A closed polygon is called convex if the line segment joining any and points of the polygon lies in the polygon. Figure 1 shows a closed polygon which are convex and one which is not convex. (informally, a closed polygon is convex if its border doesn ' t has any "dents".)
The subject of this problem are a closed convex polygon in the coordinate plane, one of the whose vertices is the origin (x = 0 , y = 0). Figure 2 shows an example. Such a polygon would have both properties significant for this problem.
The first is the vertices of the polygon would be confined to three or fewer of the four quadrants of the COO Rdinate plane. In the example shown in Figure 2, none of the vertices is in the second quadrant (where x < 0, y > 0).

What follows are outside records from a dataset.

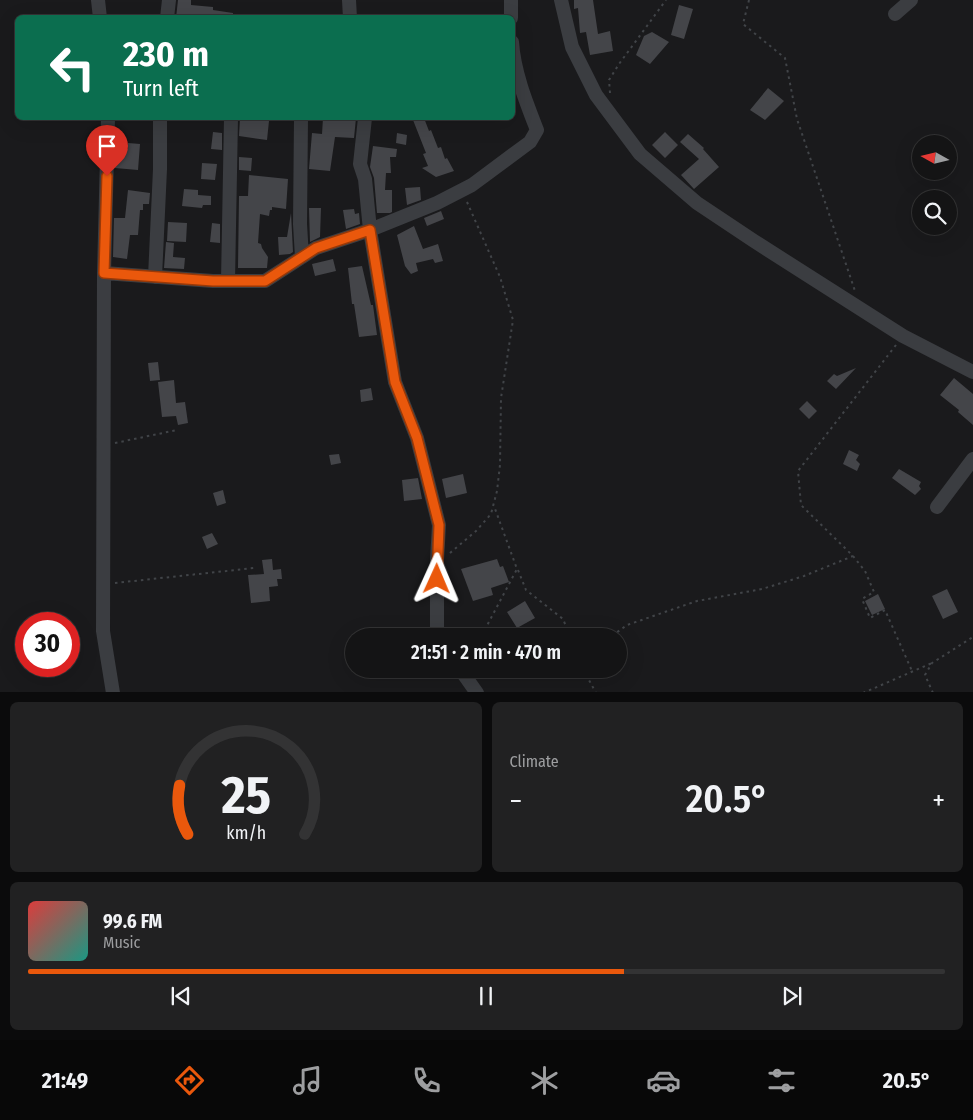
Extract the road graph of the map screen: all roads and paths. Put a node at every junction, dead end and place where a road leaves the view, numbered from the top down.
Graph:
1 (98, 0) edge
2 (169, 0) edge
3 (349, 0) edge
4 (511, 0) edge
5 (561, 0) edge
6 (666, 0) edge
7 (749, 0) edge
8 (911, 0) edge
9 (895, 14) dead end
10 (100, 15) edge
11 (167, 15) edge
12 (350, 15) edge
13 (511, 15) edge
14 (515, 64) edge
15 (611, 115) junction
16 (108, 120) edge
17 (160, 120) edge
18 (231, 120) edge
19 (301, 120) edge
20 (365, 120) edge
21 (461, 190) junction
22 (370, 230) junction
23 (302, 257) junction
24 (104, 273) junction
25 (155, 276) junction
26 (228, 281) junction
27 (855, 291) dead end
28 (903, 336) junction
29 (973, 372) edge
30 (177, 430) dead end
31 (103, 445) junction
32 (973, 459) edge
33 (493, 505) junction
34 (937, 507) dead end
35 (853, 556) junction
36 (437, 560) junction
37 (254, 568) dead end
38 (517, 569) junction
39 (103, 584) junction
40 (437, 628) edge
41 (486, 628) edge
42 (567, 628) edge
43 (623, 628) edge
44 (973, 637) edge
45 (932, 663) junction
46 (912, 671) junction
47 (467, 678) edge
48 (588, 678) edge
49 (114, 692) edge
50 (477, 692) edge
51 (596, 692) edge
52 (863, 692) edge
53 (933, 692) edge

1 - 10 street
2 - 11 street
3 - 12 street
4 - 13 street
5 - 15 street
6 - 15 path
7 - 27 path
8 - 9 street
14 - 21 street
15 - 28 street
16 - 24 street
17 - 25 street
18 - 26 street
19 - 23 street
20 - 22 street
21 - 22 street
21 - 33 path
22 - 23 street
22 - 36 street
23 - 26 street
24 - 25 street
24 - 31 street
25 - 26 street
28 - 29 street
28 - 35 path
30 - 31 path
31 - 39 street
32 - 34 street
33 - 36 path
33 - 38 path
35 - 43 path
35 - 46 path
36 - 40 street
37 - 39 path
38 - 41 path
38 - 42 path
39 - 49 street
44 - 45 path
45 - 46 path
45 - 53 path
46 - 52 path
47 - 50 street
48 - 51 path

To describe the second property, suppose you ' take a trip ' around the Polygon:start at (0, 0), visit all other vertices E Xactly once, and arrive at (0, 0). As you visit each vertex (other than (0, 0)), draw the diagonal, which connects the current vertex with (0, 0), and Calculat E The slope of this diagonal. Then, within each quadrant, the slopes of these diagonals would form a decreasing or increasing sequence of numbers, i.e., They'll be sorted. Figure 3 illustrates.
Input
The input lists the vertices of a closed convex polygon in the plane. The number of lines in the input would be is at least three and no more than 50. Each line contains the x and y coordinates of one vertex. Each x and y coordinate are an integer in the range-999..999. The vertex on the first line of the input file would be the origin, i.e., x = 0 and y = 0. Otherwise, the vertices is in a scrambled order. Except for the origin, no vertex'll be on the x-axis or the y-axis. No three vertices is colinear.
Output
The output lists the vertices of the given polygon, one vertex per line. Each vertex from the input appears exactly once in the output. The origin (0,0) is the vertex on the first line of the output. The order of vertices in the output would determine a trip taken along the polygon's border, in the counterclockwise direct Ion. The output format for each vertex is (x, y) as shown below.
Sample Input
0 070-5060 30-30-5080 2050-6090-20-30-40-10-6090 10
Sample Output
(0,0) ( -30,-40) ( -30,-50) ( -10,-60) (50,-60) (70,-50) (90,-20) (90,10) (80,20) (60,30)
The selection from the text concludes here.